Are you ready to vote in the EU referendum on 23 June? The latest YouGov poll showed significant support for both sides with 13% of people still undecided.
Professionals across the country are wondering what the vote will mean for their businesses, jobs and bank balances and there is no shortage of opinions in the newspapers and on TV. Unfortunately, these tend to be biased towards one side or another which is why the UK’s leading procurement service provider, BiP Solutions, is launching its free White Paper, EU Referendum: The Ins and Outs for Business.
The White Paper examines the referendum and its potential implications for UK exports, trade arrangements, business finance, procurement legislation and jobs – all of which will affect the country’s livelihood.
Here’s a sneak peek at the first two chapters of EU Referendum: The Ins and Outs for Business – covering Exports and Trade Agreements.
At the forefront of the referendum debate is the issue of exports. Brexit leaders argue that the EU membership fees paid by the UK outweigh the UK gains from exports to the European Economic Area (EEA). However, HM Treasury’s latest European Union Finances statistics appear to contradict this argument.
These figures show that in 2015 EU membership cost the UK £8.4bn (net sum).
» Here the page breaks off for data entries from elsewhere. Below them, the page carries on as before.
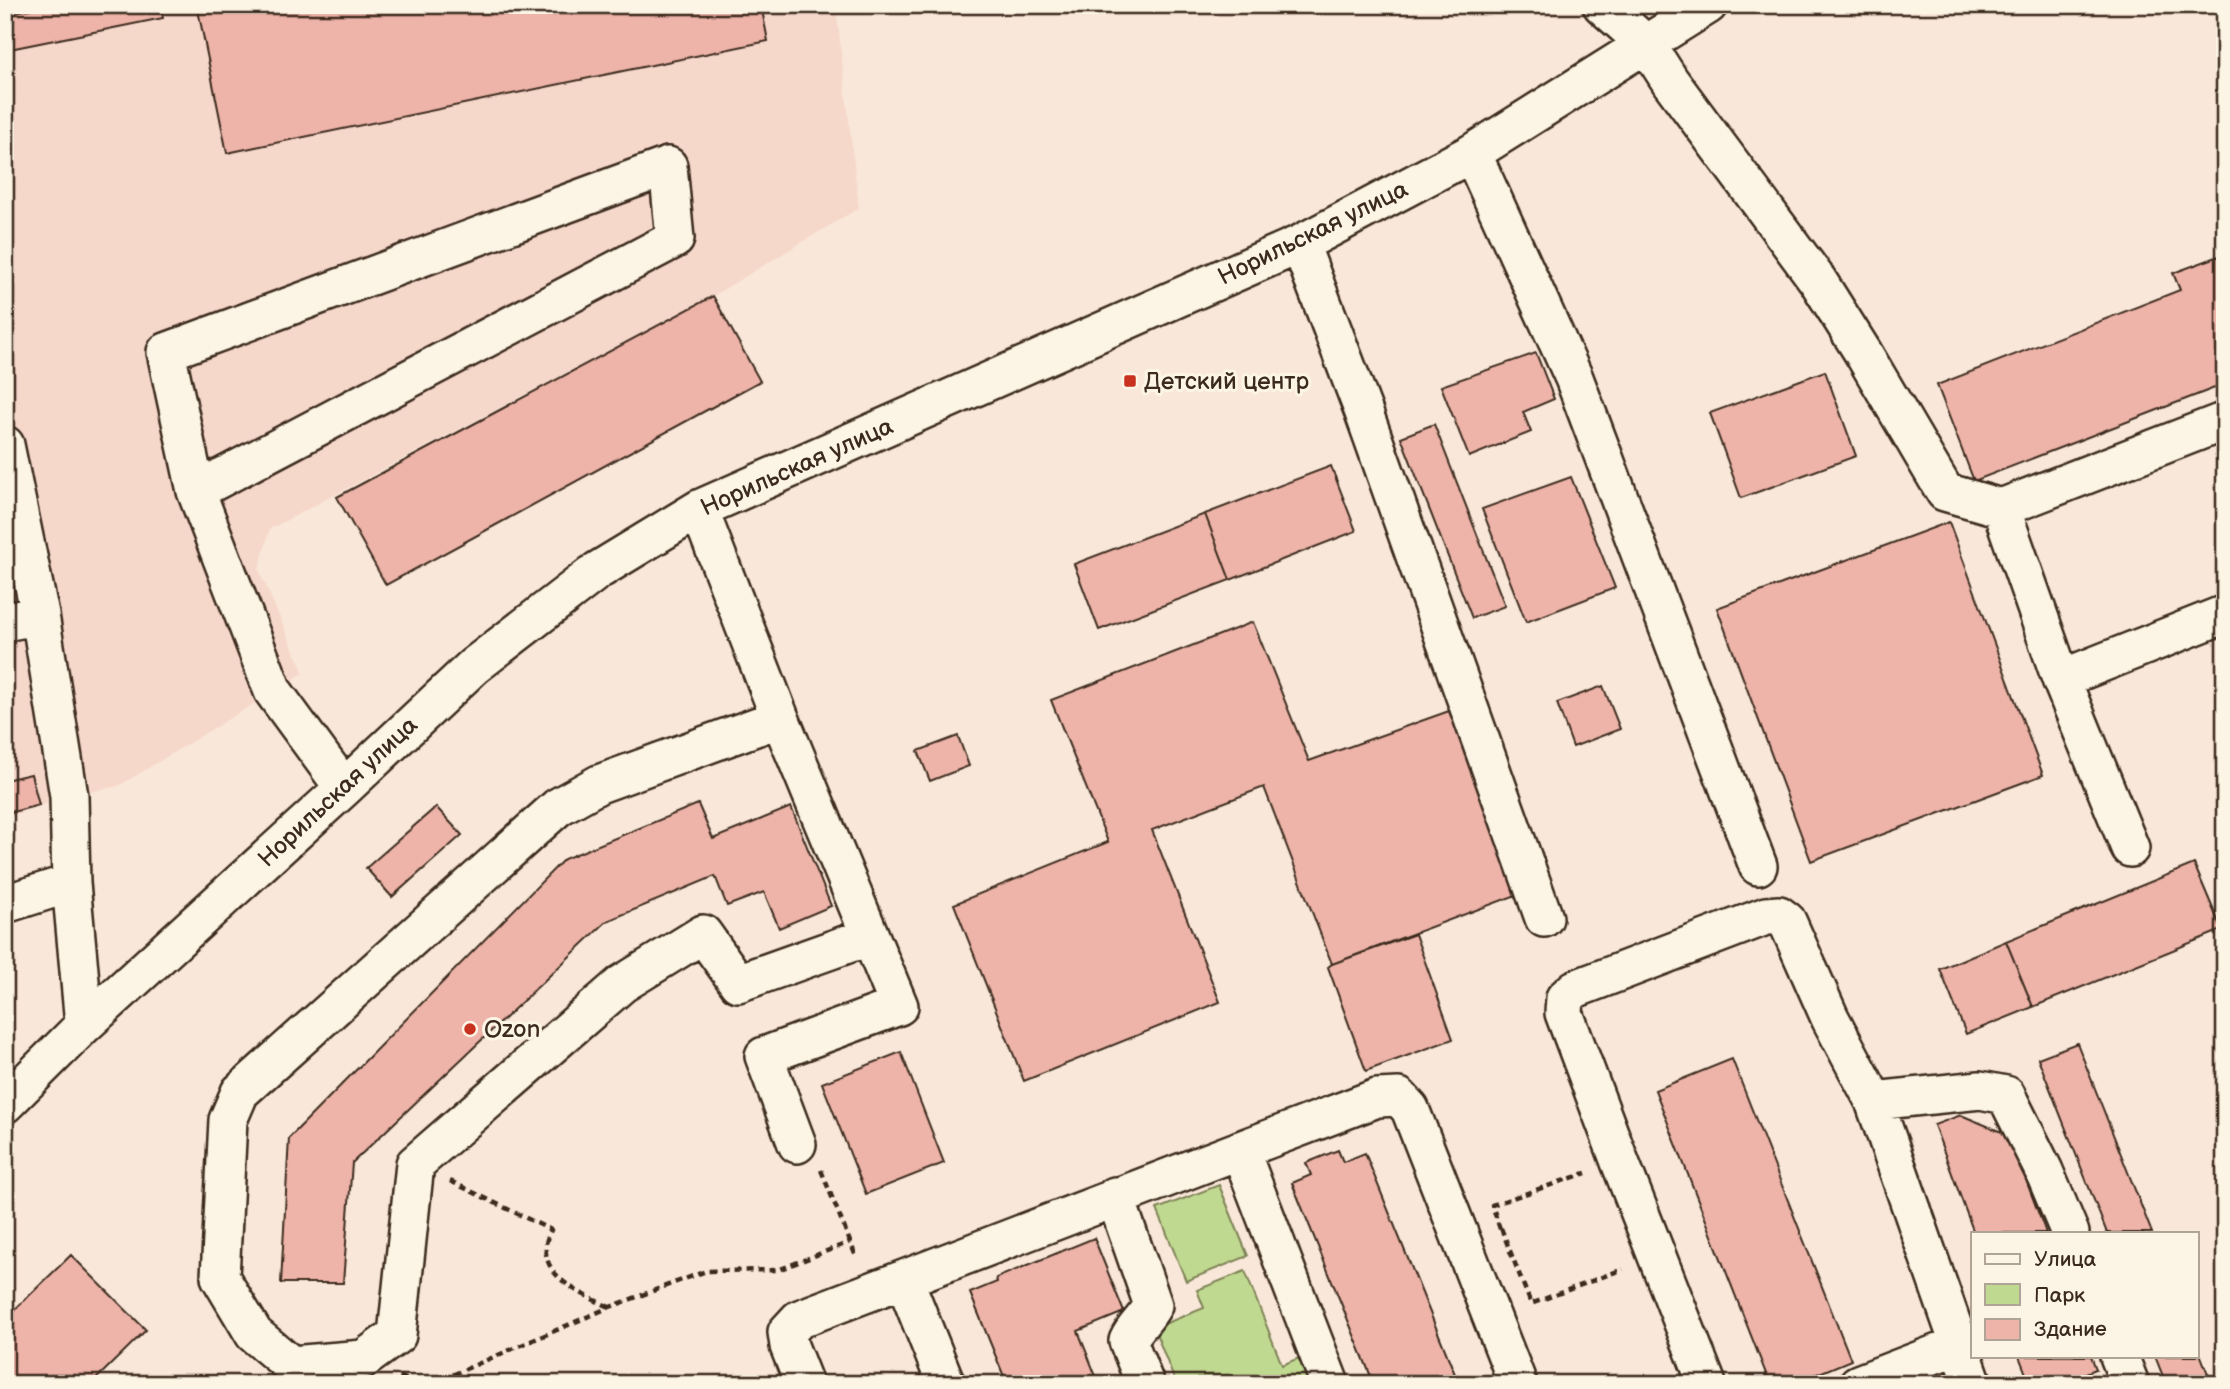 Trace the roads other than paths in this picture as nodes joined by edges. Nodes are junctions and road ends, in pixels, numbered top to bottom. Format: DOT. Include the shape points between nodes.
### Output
graph roads {
  1 [pos="1602,5"];
  2 [pos="1707,5"];
  3 [pos="1647,45"];
  4 [pos="1472,153"];
  5 [pos="1300,244"];
  6 [pos="2225,421"];
  7 [pos="5,445"];
  8 [pos="196,491"];
  9 [pos="2001,508"];
  10 [pos="699,509"];
  11 [pos="2225,614"];
  12 [pos="40,615"];
  13 [pos="5,622"];
  14 [pos="2061,679"];
  15 [pos="780,718"];
  16 [pos="344,788"];
  17 [pos="2130,848"];
  18 [pos="1758,866"];
  19 [pos="71,883"];
  20 [pos="5,904"];
  21 [pos="1544,918"];
  22 [pos="870,936"];
  23 [pos="84,1025"];
  24 [pos="1874,1101"];
  25 [pos="5,1104"];
  26 [pos="797,1144"];
  27 [pos="1240,1150"];
  28 [pos="1115,1196"];
  29 [pos="2070,1232"];
  30 [pos="887,1285"];
  31 [pos="1959,1345"];
  32 [pos="2120,1358"];
  33 [pos="804,1384"];
  34 [pos="946,1384"];
  35 [pos="1145,1384"];
  36 [pos="1330,1384"];
  37 [pos="1518,1384"];
  38 [pos="1707,1384"];
  39 [pos="1858,1384"];
  40 [pos="1973,1384"];
  41 [pos="2130,1384"];
  1 -- 3 [label="street"];
  2 -- 3 [label="street, Норильская улица"];
  3 -- 4 [label="street, Норильская улица"];
  3 -- 9 [label="street" via="1818,281 1945,492"];
  4 -- 5 [label="street, Норильская улица"];
  4 -- 18 [label="street" via="1574,378"];
  5 -- 10 [label="street, Норильская улица"];
  5 -- 21 [label="street"];
  6 -- 9 [label="street"];
  7 -- 12 [label="street"];
  8 -- 8 [label="street" via="166,352 668,166 675,239"];
  8 -- 16 [label="street" via="273,691"];
  9 -- 14 [label="street"];
  10 -- 15 [label="street"];
  10 -- 16 [label="street, Норильская улица" via="597,571 474,666"];
  11 -- 14 [label="street"];
  12 -- 13 [label="street"];
  12 -- 19 [label="street" via="69,796"];
  14 -- 17 [label="street"];
  15 -- 22 [label="street"];
  15 -- 22 [label="street" via="599,784 558,807 240,1092 228,1120 220,1277 254,1334 291,1365 364,1359 397,1335 415,1164 622,984 703,934 738,983"];
  16 -- 23 [label="street, Норильская улица"];
  19 -- 20 [label="street"];
  19 -- 23 [label="street"];
  22 -- 26 [label="street" via="899,1006 764,1056"];
  23 -- 25 [label="street, Норильская улица"];
  24 -- 29 [label="street" via="1980,1090 2006,1096 2045,1171"];
  24 -- 31 [label="street"];
  24 -- 38 [label="street" via="1787,921 1779,915 1575,989 1565,998 1564,1013"];
  27 -- 28 [label="street"];
  27 -- 36 [label="street"];
  27 -- 37 [label="street" via="1377,1098 1399,1097 1410,1109"];
  28 -- 30 [label="street"];
  28 -- 35 [label="street" via="1153,1305 1128,1341"];
  30 -- 33 [label="street" via="799,1320 787,1332"];
  30 -- 34 [label="street"];
  31 -- 39 [label="street"];
  31 -- 40 [label="street"];
  32 -- 41 [label="street"];
}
This cost though was outweighed by the value of UK exports to the EEA in 2015, which reached £133.9bn (HMRC UK Overseas Trade Statistics December 2015).
This trend is, however, not reflective of the wider UK export picture; as the latest (February 2016) Office of National Statistics UK Trade Statistical Bulletin shows, between November 2015 and February 2016, UK exports to non-EEA countries totalled more than those to EEA countries (£36bn compared to £33bn).
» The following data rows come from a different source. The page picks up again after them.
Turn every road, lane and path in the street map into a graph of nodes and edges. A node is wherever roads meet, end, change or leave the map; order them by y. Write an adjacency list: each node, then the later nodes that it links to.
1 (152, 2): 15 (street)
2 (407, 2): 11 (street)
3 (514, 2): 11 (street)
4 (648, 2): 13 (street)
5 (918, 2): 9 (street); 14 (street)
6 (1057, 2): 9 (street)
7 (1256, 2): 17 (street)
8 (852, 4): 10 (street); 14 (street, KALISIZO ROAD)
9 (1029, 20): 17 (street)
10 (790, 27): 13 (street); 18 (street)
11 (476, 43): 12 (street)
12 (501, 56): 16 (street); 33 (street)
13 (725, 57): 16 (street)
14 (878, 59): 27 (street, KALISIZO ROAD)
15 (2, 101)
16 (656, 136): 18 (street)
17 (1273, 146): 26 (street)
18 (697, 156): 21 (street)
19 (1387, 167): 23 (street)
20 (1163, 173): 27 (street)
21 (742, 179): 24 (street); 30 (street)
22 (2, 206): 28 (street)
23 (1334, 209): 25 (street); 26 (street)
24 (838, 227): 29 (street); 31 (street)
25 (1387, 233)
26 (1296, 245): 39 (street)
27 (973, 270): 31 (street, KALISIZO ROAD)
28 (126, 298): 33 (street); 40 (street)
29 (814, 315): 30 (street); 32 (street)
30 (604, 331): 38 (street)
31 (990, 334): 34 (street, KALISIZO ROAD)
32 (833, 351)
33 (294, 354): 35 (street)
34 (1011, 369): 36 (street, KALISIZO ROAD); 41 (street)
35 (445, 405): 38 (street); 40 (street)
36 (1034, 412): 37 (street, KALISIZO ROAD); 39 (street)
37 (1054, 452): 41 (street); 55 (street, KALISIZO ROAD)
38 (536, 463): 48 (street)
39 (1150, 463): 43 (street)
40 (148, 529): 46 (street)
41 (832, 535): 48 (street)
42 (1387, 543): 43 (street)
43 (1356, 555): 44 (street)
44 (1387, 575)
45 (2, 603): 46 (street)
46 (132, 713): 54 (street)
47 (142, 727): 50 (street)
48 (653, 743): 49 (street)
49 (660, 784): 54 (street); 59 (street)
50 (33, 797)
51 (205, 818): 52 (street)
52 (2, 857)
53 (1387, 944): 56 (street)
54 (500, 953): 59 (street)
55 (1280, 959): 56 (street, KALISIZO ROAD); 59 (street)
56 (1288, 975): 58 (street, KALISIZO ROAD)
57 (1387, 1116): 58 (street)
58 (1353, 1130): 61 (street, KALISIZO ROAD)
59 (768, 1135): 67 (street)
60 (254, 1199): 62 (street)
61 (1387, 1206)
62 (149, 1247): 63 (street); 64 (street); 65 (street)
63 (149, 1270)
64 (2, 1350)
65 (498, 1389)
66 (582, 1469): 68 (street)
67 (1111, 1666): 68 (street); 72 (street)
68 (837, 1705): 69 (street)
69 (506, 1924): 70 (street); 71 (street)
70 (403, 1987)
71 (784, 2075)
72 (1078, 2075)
This highlights the opportunity for greater UK trade beyond the European Union, and shows the appeal of a Brexit in which the UK could form autonomous international trade partnerships, without having to negotiate with other EU members.
Another pro-Brexit argument is that, should it leave the EU, the UK could re-
negotiate a deal that allowed it to trade with the EEA without having to adhere to the EU Public Contracts Regulations, which are said to cost UK businesses £33.3bn annually to implement.
However, pro-EU campaigners highlight current European law stipulates that to benefit from European Single Market trade rates countries must adhere to EU regulations.
This means that should the UK cease to do so, it would have to pay more to trade with EEA countries. Establishment of alternative trade partnerships is a challenge that could create economic instability; however, it could also create the opportunity to forge new markets and procurement practices.